苦しい。気持ちが悪い。吐き気がする。意識がまとまらない。苦しい。苦しい。苦しい。苦しい苦しい苦しい苦しい苦しい。……気分がいい。



私、清水瑠奈(きよみずるな)は、平凡とは程遠い家庭に生まれた。お父さんはとある会社の社長で……つまるところ私は、いわゆる社長令嬢ってやつだった。


でも、私自身に特に才能はなかったんだよね。色々な習い事をしたけど、何をやってもダメダメで。殆ど途中で投げ出してしまった。

まぁ物覚えだけは比較的いい方だったけど、そこまで頭の回転も早くない。


なにより、どうしても束縛されているようで落ち着かなかった。

人付き合いにしてもてんでダメで、引っ込み思案で人見知り、目立つのが嫌いな少女だったと思う。


でも、唯一水泳だけは無理矢理続けさせられた。理由はわかってるから今なら仕方ないと思うし、結果的に感謝してるけど、受ける度に泣きじゃくる私を無理矢理泳がせるとか何さ。1歩間違えば水がトラウマになってたよ……。



私が水泳を習わされた理由。

それは、お母さんが水の事故で亡くなったから。と言ってもお母さんも泳ぐのが苦手な訳じゃなくて、お父さんと一緒にダイビングに行くくらい水が、海が好きだった。


ただ、そのダイビング中の事故によって母は死んだのだ。


お父さんはそれでも、ダイビングを辞めることは無かった。

むしろ現実逃避気味に、よりダイビングにのめり込んだんじゃないかな。

なにせ、小学生になる頃には水に慣れていた私を、10歳という体験ダイビング可能な最年少の私を海にぶっ込んだくらいたからね。


でも正直、これに関しては感謝してる。このタイミングでダイビングに出逢えたからこそ、この後の私があると言っても過言ではないから。


私は、お父さんの思惑以上にダイビングにハマった。

当時の私は色々と足りないところも多くて、でもだからこそ潜る度により自由にこの美しい世界を泳ぎ回れることに、とてつもない開放感と幸せを感じていた。

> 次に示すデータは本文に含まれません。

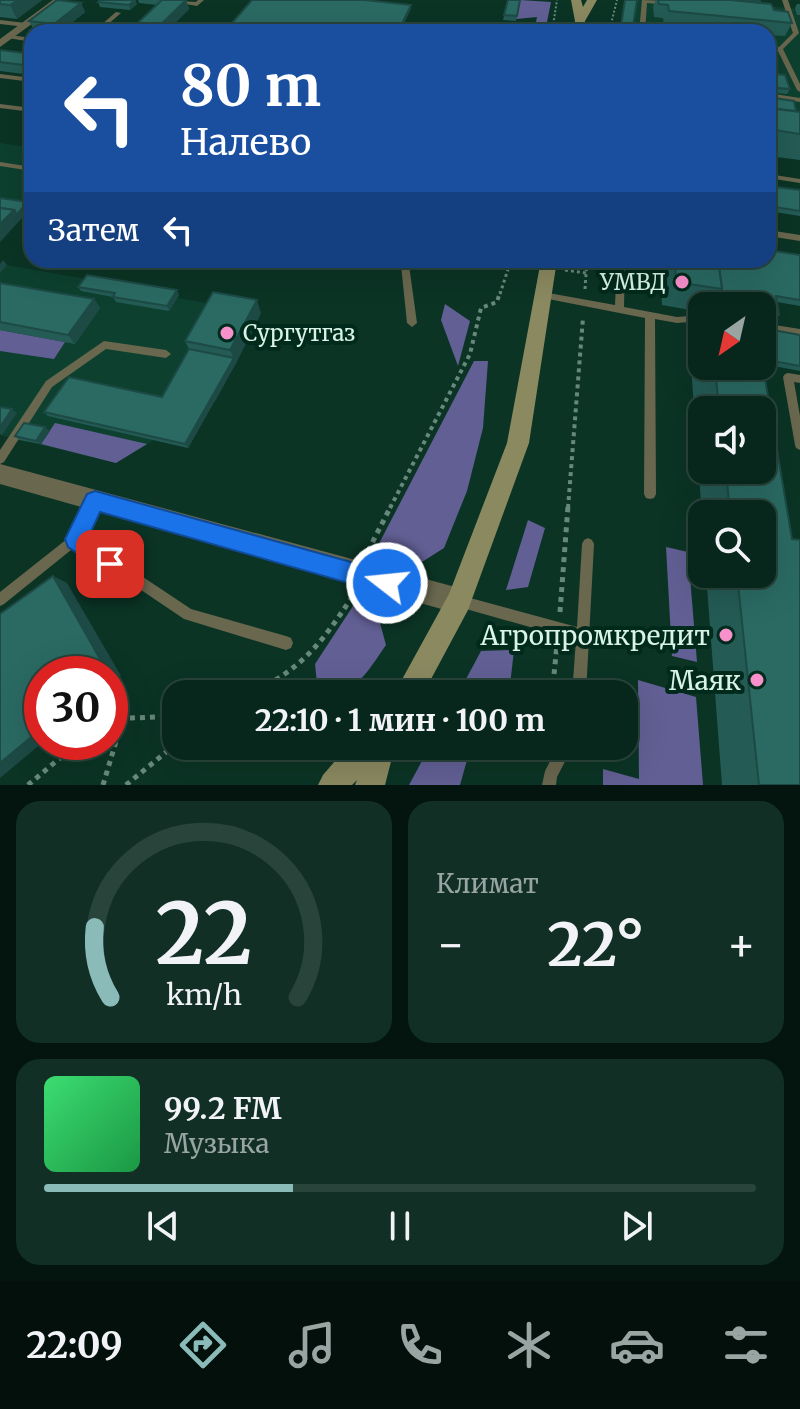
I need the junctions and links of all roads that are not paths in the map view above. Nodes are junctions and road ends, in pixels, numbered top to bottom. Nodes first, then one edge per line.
1 (60, 0) edge
2 (166, 0) edge
3 (201, 0) edge
4 (576, 0) edge
5 (592, 0) edge
6 (785, 0) edge
7 (683, 4) edge
8 (118, 13) edge
9 (0, 22) edge
10 (27, 24) edge
11 (105, 24) edge
12 (579, 24) edge
13 (580, 24) edge
14 (643, 24) edge
15 (24, 25) edge
16 (24, 27) edge
17 (5, 41) edge
18 (776, 49) edge
19 (780, 49) junction
20 (0, 76) edge
21 (24, 79) edge
22 (800, 90) edge
23 (776, 96) edge
24 (800, 100) edge
25 (0, 106) edge
26 (24, 109) edge
27 (0, 164) edge
28 (24, 168) edge
29 (776, 177) edge
30 (800, 181) edge
31 (776, 234) edge
32 (800, 238) edge
33 (405, 268) edge
34 (548, 268) edge
35 (621, 268) edge
36 (543, 295) junction
37 (619, 309) junction
38 (650, 315) junction
39 (688, 319) edge
40 (412, 323) dead end
41 (776, 329) edge
42 (800, 333) edge
43 (166, 354) dead end
44 (800, 379) edge
45 (800, 445) edge
46 (0, 459) edge
47 (0, 474) edge
48 (650, 494) dead end
49 (95, 501) junction
50 (76, 539) junction
51 (588, 544) dead end
52 (0, 600) edge
53 (459, 601) junction
54 (582, 635) junction
55 (286, 643) dead end
56 (416, 680) edge
57 (580, 680) edge
58 (355, 760) edge
59 (377, 760) edge
60 (559, 760) edge
61 (333, 785) edge
62 (370, 785) edge
63 (549, 785) edge

1 - 10 street
2 - 3 lane
4 - 12 main road
5 - 13 main road
6 - 19 lane
7 - 14 lane
8 - 11 lane
9 - 15 lane
16 - 17 street
18 - 19 lane
19 - 22 lane
20 - 21 lane
23 - 24 lane
25 - 26 lane
27 - 28 lane
29 - 30 lane
31 - 32 lane
33 - 40 lane
34 - 36 main road
35 - 37 lane
36 - 37 lane
36 - 53 main road
37 - 38 lane
38 - 39 lane
38 - 48 lane
41 - 42 lane
43 - 46 lane
44 - 45 lane
47 - 49 street
49 - 50 lane
49 - 53 street
50 - 52 lane
50 - 55 lane
51 - 54 lane
53 - 54 lane
53 - 56 main road
54 - 57 lane
58 - 61 main road
59 - 62 main road
60 - 63 lane

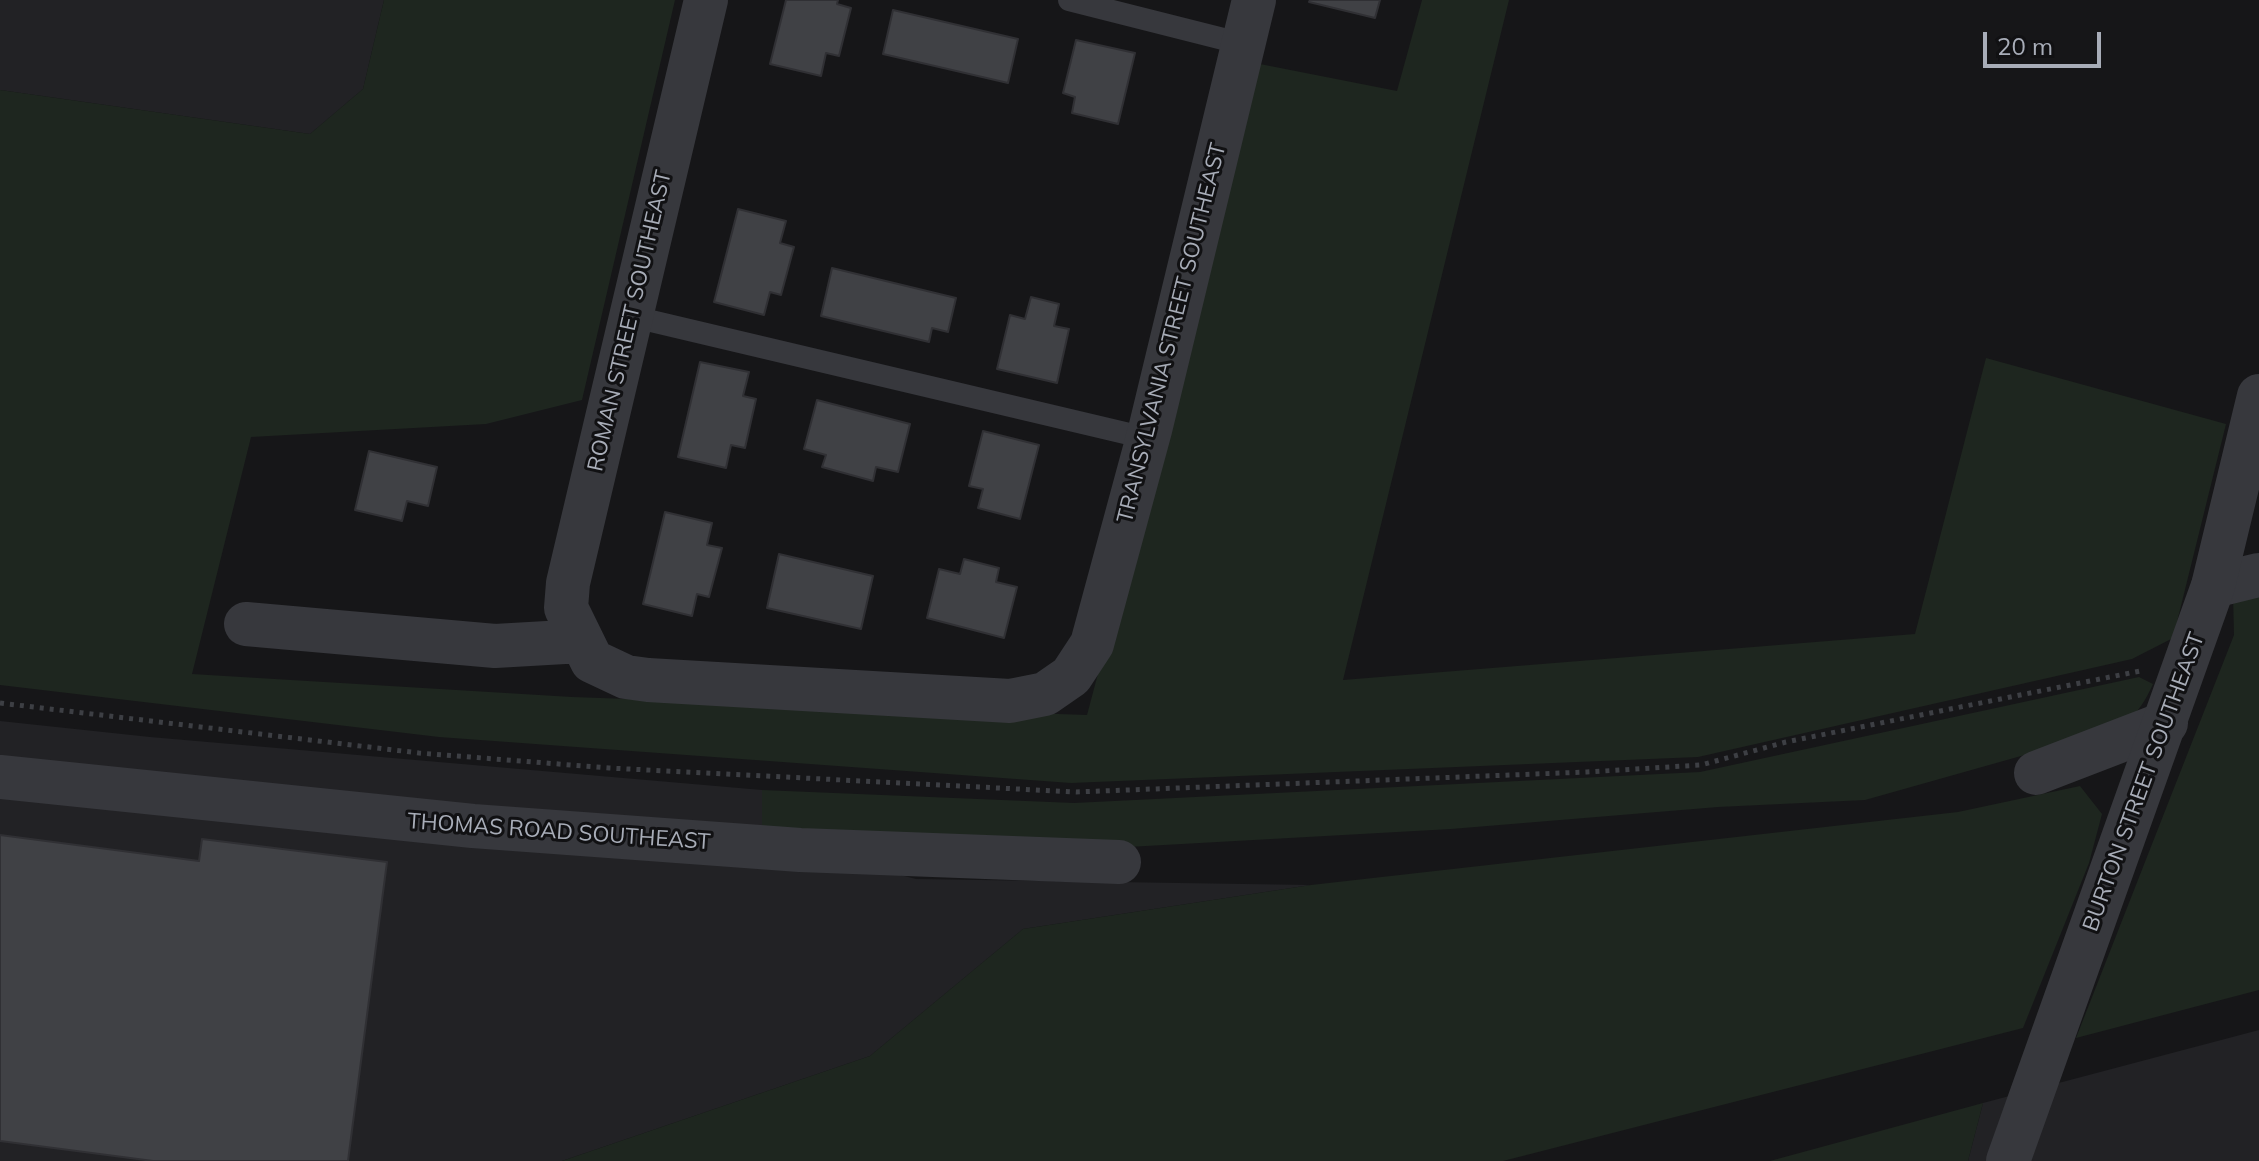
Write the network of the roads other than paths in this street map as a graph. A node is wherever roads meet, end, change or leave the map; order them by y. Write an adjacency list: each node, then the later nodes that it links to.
1 (706, 0): 5 (street, ROMAN STREET SOUTHEAST)
2 (1069, 0): 4 (lane)
3 (1254, 0): 4 (street, TRANSYLVANIA STREET SOUTHEAST)
4 (1243, 44): 7 (street, TRANSYLVANIA STREET SOUTHEAST)
5 (630, 316): 7 (lane); 11 (street, ROMAN STREET SOUTHEAST)
6 (2259, 396): 9 (street, BURTON STREET SOUTHEAST)
7 (1146, 438): 11 (street, TRANSYLVANIA STREET SOUTHEAST)
8 (2259, 575): 9 (street)
9 (2213, 586): 12 (street, BURTON STREET SOUTHEAST)
10 (246, 624): 11 (street)
11 (582, 641)
12 (2166, 723): 13 (street); 16 (street, BURTON STREET SOUTHEAST)
13 (2036, 773)
14 (0, 777): 15 (street, THOMAS ROAD SOUTHEAST)
15 (1119, 862)
16 (2008, 1161)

私は貪欲にスキルを吸収し、ジュニアが外れアマチュアとしては成人と同じ扱いをされる15歳になるまでに、ジュニアで取れるコースは全て取った。と言ってもそこまで数は多くないし、潜っていたのも基本的にはお父さんの地元の沖縄のみ。特別スキルが高いという訳では無いけどね。


でも、ダイビングを通してたくさんの大人と話しているうちに、まぁ自分で言うのもあれだけど、明るく快活な性格になって行った。



そうして高校に入学した私は、ダイビングの勉強を重ねつつ、ダイビングショップを作るという夢を持ち始めた。

小さい頃はダイビングショップを作るという発想がなかったけれど、高校生活のある日、起業という考えが身近にあることにふと気がついたんだ。


まぁ、ぶっちゃけお父さんだね。


もちろんお父さんも、かなりの努力をして起業し今の地位に登り詰めたわけだけど、確かな成功例がすぐ側にある以上、不可能ではないんじゃないかなって具合に。


こうして私は、ダイバーとしての実力や知識を磨きつつ、ダイビングショップを開くために何が必要かを少しずつ調べ、学んで行った。

お父さんも最初は反対していたけど、最終的にその時は協力するって言ってくれたしね。



そんな高校生活のラスト、3年の夏のこと。

少し仲の良かった水泳部の男子を応援するために、水泳大会に行った。


いつもなら父の実家に泊まって夏中ダイビングをしているところだけど、流石に受験を控えたこの夏はそうする訳にも行かない。

かと言ってずっと勉強というのも息が詰まるため、息抜きも兼ねて行くことにしたのだ。

そうして観戦していた中で、女子の部で1人特別目を引く女性がいた。


女子50メートルバタフライの部で1着だった彼女は、頭一つ抜きでた速さで、何よりのびのびと自由に泳いでいた。

この子とダイブしてみたい、と初めて思った人だった。

これが、私が水無冬華(みずなしとうか)と出会った運命の日だった。まぁ彼女はその時は私に気づいていなかっただろうし、彼女のことは、名前と顔は覚えていたもののもう一度会えるはずもないと諦めていたけど。



そうして何とか受験では第1志望の大学に入ることができ、いざ講義だ、というところで、私は彼女に再会した。

思わず声をかけてしまった私に最初は戸惑っていた冬華ちゃんだったけど、私が大会で彼女を見かけたと話すと納得してくれた。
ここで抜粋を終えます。